*** Begin section ***
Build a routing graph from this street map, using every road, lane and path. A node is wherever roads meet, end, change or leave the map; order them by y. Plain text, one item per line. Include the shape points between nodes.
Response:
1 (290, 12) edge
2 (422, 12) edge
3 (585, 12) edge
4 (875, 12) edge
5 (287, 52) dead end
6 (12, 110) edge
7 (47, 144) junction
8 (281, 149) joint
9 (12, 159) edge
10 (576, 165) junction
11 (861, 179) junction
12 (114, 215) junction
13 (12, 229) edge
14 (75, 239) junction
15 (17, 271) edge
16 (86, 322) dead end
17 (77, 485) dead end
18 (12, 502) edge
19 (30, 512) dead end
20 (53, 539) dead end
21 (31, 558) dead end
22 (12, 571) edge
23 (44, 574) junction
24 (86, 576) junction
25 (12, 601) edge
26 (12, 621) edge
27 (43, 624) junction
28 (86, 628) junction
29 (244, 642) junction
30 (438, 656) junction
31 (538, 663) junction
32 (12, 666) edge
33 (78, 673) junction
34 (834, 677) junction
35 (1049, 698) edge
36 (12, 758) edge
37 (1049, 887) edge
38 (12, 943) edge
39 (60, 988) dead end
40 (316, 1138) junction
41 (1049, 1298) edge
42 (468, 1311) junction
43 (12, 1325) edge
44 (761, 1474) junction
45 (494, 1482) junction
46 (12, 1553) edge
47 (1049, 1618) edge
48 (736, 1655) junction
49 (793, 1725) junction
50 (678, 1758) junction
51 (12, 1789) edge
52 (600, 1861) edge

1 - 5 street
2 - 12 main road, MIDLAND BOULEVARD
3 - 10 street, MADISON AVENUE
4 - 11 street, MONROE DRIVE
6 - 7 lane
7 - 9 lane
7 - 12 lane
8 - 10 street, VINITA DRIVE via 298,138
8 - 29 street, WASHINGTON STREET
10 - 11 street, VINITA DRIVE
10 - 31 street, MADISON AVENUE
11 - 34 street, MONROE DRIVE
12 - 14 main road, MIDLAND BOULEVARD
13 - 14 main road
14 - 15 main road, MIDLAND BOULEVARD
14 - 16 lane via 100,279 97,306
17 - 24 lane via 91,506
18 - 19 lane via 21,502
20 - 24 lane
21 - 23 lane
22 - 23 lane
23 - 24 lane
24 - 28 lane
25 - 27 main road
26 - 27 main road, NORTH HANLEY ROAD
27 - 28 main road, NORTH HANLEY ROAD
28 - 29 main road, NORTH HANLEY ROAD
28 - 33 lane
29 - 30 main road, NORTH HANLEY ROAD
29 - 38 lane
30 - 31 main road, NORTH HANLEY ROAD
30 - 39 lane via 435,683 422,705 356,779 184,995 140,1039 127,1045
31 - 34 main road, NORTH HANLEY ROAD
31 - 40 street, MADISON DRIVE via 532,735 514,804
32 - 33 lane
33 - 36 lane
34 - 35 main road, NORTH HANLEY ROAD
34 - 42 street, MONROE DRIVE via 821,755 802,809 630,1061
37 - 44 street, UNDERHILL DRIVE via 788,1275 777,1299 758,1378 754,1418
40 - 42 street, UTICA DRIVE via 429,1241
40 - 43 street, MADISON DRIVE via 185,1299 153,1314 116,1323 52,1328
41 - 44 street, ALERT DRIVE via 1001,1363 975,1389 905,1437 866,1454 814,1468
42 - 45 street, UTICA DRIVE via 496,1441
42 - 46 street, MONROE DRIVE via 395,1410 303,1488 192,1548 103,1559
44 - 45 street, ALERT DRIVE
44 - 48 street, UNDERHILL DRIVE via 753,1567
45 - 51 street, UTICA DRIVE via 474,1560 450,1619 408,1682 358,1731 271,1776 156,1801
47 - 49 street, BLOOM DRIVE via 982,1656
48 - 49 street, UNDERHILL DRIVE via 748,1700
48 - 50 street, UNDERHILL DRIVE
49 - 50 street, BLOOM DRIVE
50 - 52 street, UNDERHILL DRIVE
*** End section ***
• Action item
Search the records above for "ALERT". Copy each line where it is found.

• Expected answer
41 - 44 street, ALERT DRIVE via 1001,1363 975,1389 905,1437 866,1454 814,1468
44 - 45 street, ALERT DRIVE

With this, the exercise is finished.